◆ Material for the task

------------------------

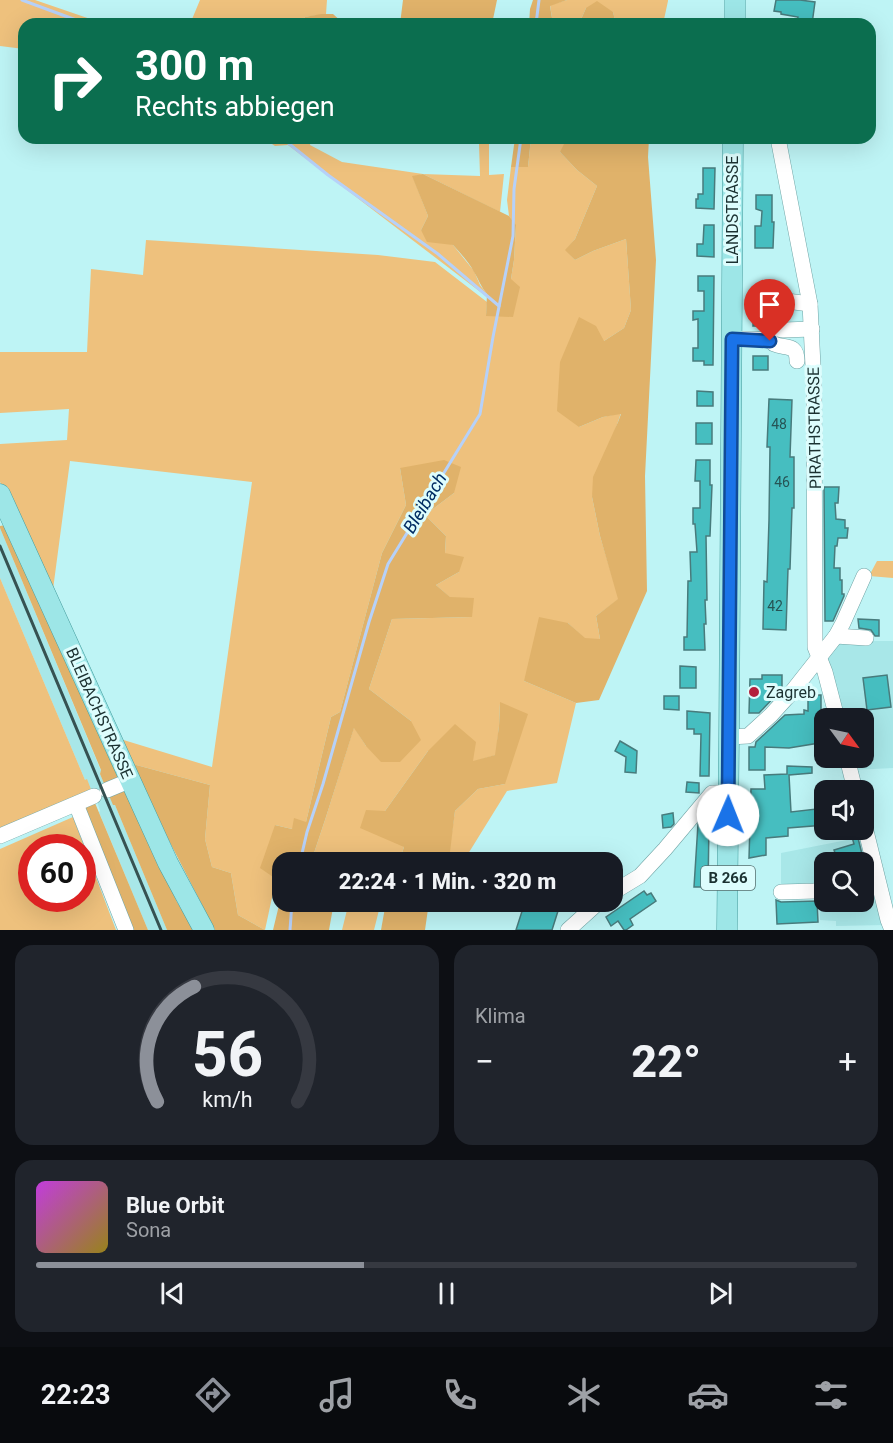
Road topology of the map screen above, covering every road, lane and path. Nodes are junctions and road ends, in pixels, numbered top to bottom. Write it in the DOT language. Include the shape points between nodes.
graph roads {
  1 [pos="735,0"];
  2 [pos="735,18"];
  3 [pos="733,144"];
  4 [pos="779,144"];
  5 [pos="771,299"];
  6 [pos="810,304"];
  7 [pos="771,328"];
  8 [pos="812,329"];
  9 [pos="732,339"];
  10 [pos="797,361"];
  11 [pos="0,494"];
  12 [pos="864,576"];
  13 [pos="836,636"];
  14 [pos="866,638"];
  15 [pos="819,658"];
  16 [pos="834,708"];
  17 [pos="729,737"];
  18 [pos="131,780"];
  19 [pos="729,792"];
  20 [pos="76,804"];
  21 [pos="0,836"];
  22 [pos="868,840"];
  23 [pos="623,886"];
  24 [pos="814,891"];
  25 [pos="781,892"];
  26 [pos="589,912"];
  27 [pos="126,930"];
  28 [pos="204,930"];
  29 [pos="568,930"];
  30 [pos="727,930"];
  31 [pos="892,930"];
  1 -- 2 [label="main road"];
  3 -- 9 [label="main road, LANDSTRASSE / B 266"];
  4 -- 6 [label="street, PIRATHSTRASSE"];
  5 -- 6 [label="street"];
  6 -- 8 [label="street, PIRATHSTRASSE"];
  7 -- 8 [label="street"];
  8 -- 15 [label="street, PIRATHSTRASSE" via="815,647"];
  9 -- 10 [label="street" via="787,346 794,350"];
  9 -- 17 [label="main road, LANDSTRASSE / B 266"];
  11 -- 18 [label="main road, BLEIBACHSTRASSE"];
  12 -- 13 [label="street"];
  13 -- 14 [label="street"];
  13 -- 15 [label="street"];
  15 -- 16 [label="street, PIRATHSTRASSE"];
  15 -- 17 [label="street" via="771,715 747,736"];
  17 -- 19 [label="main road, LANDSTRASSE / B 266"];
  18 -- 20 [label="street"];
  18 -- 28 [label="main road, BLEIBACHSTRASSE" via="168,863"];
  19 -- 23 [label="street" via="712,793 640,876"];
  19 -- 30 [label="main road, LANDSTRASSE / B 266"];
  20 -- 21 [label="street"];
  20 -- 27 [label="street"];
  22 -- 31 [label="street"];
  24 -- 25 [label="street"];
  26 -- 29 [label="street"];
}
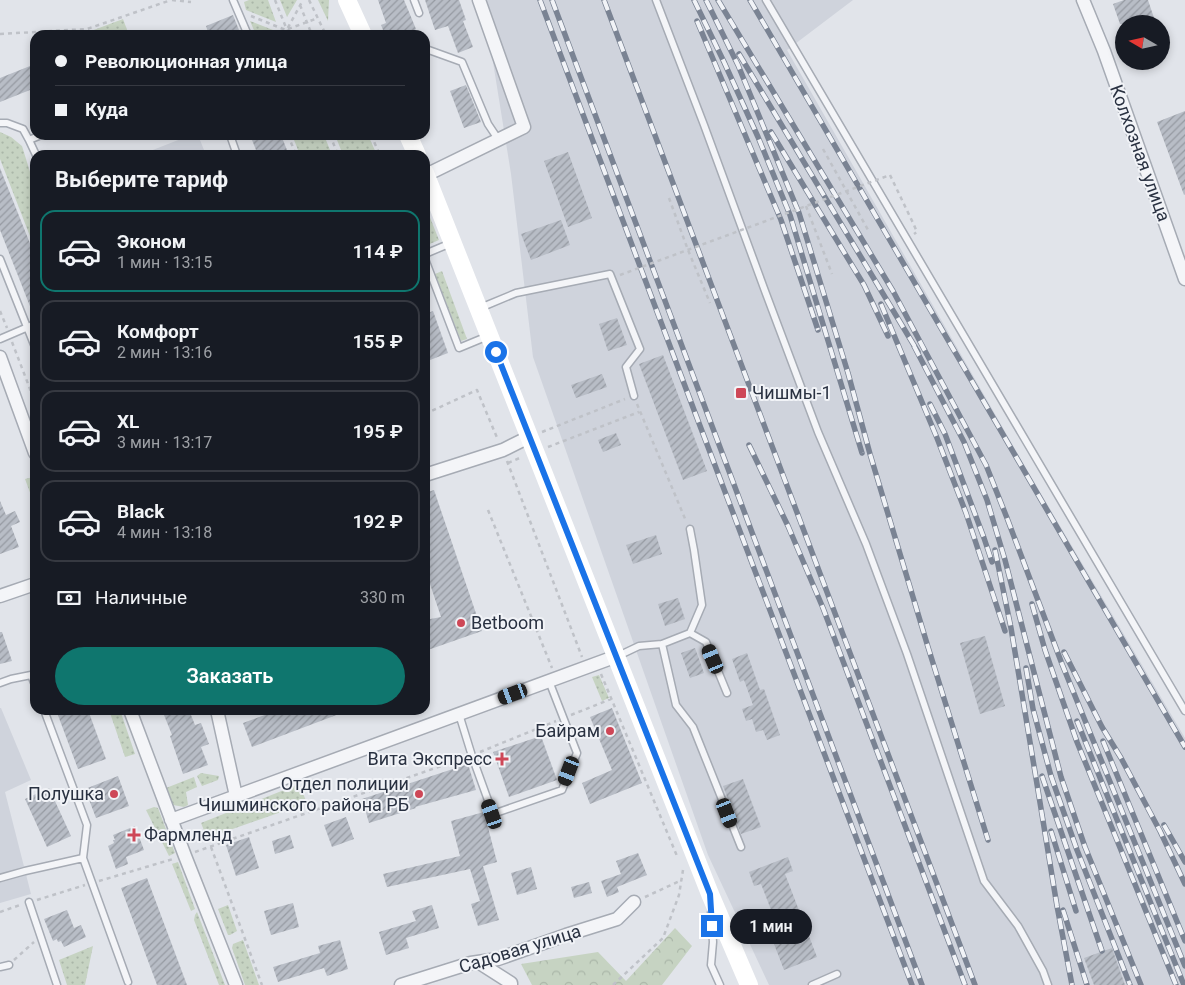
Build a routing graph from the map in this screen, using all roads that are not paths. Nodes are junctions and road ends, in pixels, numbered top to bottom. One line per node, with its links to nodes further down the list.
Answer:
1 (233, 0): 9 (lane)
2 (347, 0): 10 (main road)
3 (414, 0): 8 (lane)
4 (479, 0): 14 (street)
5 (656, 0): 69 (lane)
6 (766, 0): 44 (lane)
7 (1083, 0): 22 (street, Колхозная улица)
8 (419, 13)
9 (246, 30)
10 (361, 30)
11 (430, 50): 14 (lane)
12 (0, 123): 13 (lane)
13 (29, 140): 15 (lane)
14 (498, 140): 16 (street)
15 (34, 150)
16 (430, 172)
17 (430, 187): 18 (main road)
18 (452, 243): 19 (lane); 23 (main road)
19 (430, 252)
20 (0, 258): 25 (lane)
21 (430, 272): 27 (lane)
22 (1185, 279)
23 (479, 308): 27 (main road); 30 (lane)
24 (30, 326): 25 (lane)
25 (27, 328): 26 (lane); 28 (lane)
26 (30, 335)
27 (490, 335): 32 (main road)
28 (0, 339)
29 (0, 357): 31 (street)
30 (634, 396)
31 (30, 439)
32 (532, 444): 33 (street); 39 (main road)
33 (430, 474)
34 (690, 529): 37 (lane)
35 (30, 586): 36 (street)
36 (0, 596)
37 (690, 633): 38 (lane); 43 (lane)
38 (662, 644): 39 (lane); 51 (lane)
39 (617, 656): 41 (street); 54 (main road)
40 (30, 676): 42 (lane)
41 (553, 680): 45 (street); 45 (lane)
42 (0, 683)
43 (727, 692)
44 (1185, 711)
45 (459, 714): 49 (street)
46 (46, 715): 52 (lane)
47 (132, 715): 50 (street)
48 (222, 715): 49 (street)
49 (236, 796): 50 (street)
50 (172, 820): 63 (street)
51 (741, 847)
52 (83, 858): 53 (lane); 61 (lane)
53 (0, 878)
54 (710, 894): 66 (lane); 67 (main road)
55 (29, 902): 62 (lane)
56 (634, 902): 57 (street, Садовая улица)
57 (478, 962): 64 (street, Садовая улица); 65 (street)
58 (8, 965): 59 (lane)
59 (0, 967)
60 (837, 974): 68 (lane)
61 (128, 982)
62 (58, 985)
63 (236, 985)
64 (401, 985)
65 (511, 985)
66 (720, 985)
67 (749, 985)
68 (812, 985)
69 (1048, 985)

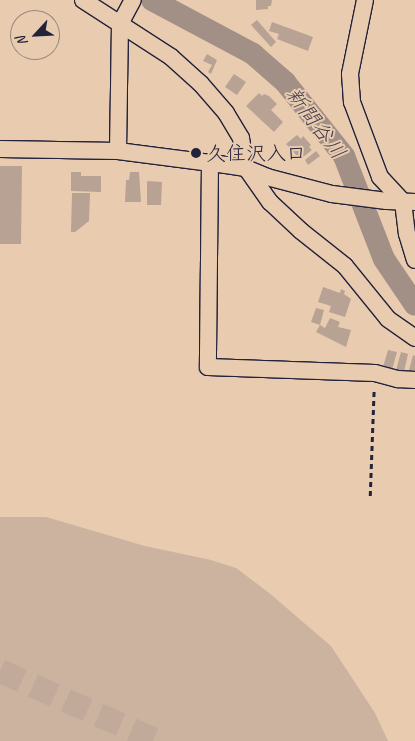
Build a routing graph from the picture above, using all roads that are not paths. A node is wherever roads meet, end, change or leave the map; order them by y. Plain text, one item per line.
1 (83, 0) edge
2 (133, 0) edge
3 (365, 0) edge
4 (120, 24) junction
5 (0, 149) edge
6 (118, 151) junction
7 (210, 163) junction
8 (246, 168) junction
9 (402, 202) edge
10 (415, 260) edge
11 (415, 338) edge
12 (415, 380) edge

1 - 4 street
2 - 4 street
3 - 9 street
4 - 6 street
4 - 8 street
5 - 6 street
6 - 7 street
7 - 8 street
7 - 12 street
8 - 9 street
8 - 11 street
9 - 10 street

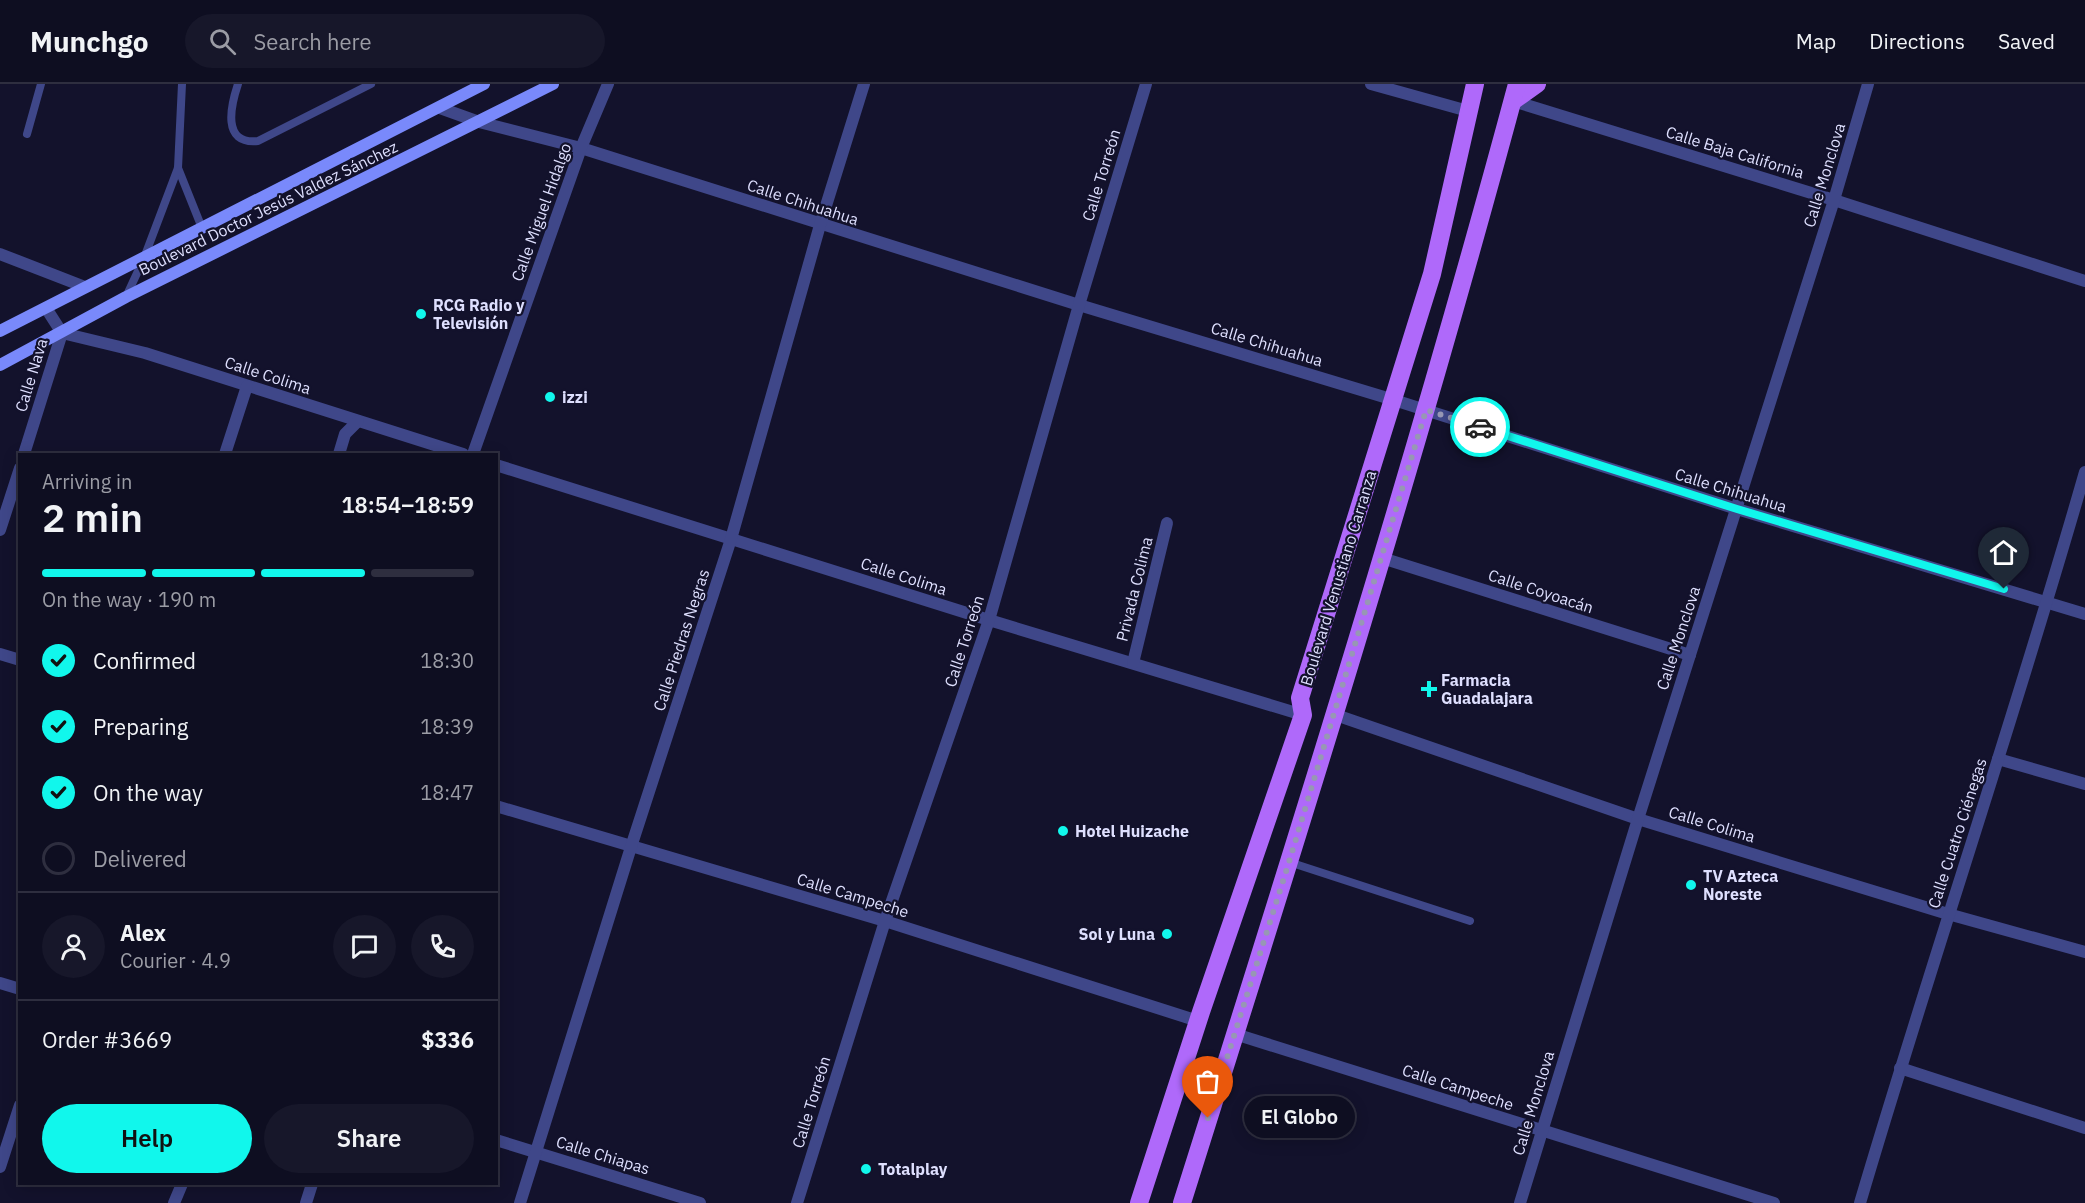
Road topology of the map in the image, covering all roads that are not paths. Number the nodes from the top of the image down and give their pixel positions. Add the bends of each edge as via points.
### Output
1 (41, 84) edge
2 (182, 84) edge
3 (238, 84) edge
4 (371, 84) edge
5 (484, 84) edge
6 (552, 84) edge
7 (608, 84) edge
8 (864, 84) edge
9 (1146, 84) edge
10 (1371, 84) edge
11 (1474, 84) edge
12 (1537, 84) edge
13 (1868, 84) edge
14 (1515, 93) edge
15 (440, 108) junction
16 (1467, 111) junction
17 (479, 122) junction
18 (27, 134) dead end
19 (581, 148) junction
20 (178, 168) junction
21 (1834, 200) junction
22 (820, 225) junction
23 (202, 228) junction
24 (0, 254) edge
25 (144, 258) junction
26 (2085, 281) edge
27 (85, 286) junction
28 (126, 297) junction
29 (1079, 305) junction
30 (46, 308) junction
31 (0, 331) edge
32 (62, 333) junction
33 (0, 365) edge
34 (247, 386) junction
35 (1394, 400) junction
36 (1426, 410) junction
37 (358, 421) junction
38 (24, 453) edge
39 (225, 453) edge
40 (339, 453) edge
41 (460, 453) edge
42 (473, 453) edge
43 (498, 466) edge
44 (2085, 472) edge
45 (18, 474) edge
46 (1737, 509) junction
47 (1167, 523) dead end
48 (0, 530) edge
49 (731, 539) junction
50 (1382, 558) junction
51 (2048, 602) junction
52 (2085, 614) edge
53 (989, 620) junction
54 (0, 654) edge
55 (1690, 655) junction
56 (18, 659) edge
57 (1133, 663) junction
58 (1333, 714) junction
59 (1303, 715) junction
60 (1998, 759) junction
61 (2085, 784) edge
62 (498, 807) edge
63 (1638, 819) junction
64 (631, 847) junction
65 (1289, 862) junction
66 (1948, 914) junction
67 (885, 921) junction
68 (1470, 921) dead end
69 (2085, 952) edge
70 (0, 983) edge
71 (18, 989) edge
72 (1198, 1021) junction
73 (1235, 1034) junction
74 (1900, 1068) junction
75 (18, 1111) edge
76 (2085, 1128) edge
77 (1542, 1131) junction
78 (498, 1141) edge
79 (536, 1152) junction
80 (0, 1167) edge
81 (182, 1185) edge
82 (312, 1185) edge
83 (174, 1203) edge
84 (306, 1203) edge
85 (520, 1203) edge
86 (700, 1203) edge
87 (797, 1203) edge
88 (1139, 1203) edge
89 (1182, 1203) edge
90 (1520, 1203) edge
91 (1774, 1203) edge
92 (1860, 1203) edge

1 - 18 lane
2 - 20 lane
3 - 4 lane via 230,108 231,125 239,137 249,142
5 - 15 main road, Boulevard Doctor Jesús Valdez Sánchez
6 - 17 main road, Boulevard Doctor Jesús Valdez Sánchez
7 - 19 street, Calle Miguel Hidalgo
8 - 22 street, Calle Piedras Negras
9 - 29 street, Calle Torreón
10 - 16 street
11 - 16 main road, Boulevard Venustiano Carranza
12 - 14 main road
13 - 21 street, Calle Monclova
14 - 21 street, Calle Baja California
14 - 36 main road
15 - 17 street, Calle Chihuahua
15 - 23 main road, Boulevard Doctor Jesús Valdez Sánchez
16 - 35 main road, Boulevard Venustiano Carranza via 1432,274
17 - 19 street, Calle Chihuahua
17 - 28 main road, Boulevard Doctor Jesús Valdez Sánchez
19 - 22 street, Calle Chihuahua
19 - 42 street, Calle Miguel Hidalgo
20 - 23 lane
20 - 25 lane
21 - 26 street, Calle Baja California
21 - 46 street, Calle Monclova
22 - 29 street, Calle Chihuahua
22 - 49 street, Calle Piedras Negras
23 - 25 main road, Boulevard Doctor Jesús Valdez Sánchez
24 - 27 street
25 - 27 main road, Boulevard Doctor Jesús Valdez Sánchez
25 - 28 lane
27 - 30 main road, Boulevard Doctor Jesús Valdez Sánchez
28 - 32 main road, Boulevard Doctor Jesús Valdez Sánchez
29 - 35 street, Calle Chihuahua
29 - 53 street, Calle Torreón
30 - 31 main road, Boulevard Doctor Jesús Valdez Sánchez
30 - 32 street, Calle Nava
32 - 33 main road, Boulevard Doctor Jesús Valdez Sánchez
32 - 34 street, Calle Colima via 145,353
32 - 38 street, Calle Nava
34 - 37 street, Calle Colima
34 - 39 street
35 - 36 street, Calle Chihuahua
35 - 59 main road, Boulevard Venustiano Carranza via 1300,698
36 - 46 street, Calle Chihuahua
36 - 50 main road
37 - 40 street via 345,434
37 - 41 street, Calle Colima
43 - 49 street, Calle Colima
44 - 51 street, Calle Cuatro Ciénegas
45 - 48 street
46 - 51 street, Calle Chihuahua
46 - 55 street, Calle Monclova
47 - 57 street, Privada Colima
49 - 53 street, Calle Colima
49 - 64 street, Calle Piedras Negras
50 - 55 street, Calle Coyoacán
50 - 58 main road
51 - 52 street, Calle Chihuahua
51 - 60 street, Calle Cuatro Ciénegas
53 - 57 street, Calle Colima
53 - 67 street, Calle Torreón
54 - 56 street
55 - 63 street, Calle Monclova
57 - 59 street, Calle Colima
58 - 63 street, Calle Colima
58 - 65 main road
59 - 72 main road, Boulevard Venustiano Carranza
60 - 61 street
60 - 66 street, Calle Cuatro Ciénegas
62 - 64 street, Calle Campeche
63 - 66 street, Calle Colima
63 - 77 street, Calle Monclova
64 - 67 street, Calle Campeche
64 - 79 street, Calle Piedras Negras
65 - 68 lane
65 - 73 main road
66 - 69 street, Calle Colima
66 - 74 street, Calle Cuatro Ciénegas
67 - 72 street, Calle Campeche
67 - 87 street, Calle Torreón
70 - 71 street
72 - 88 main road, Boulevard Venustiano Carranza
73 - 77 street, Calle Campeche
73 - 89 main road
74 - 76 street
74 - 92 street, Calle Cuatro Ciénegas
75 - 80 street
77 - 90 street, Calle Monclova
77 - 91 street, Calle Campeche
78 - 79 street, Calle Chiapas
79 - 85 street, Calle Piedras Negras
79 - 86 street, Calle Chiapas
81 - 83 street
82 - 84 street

------------------------

◆ Directions for this task
Above are the entries; copy out every line among them that contains the word "numbered".

◆ Response to this exercise
Road topology of the map screen above, covering every road, lane and path. Nodes are junctions and road ends, in pixels, numbered top to bottom. Write it in the DOT language. Include the shape points between nodes.
Build a routing graph from the map in this screen, using all roads that are not paths. Nodes are junctions and road ends, in pixels, numbered top to bottom. One line per node, with its links to nodes further down the list.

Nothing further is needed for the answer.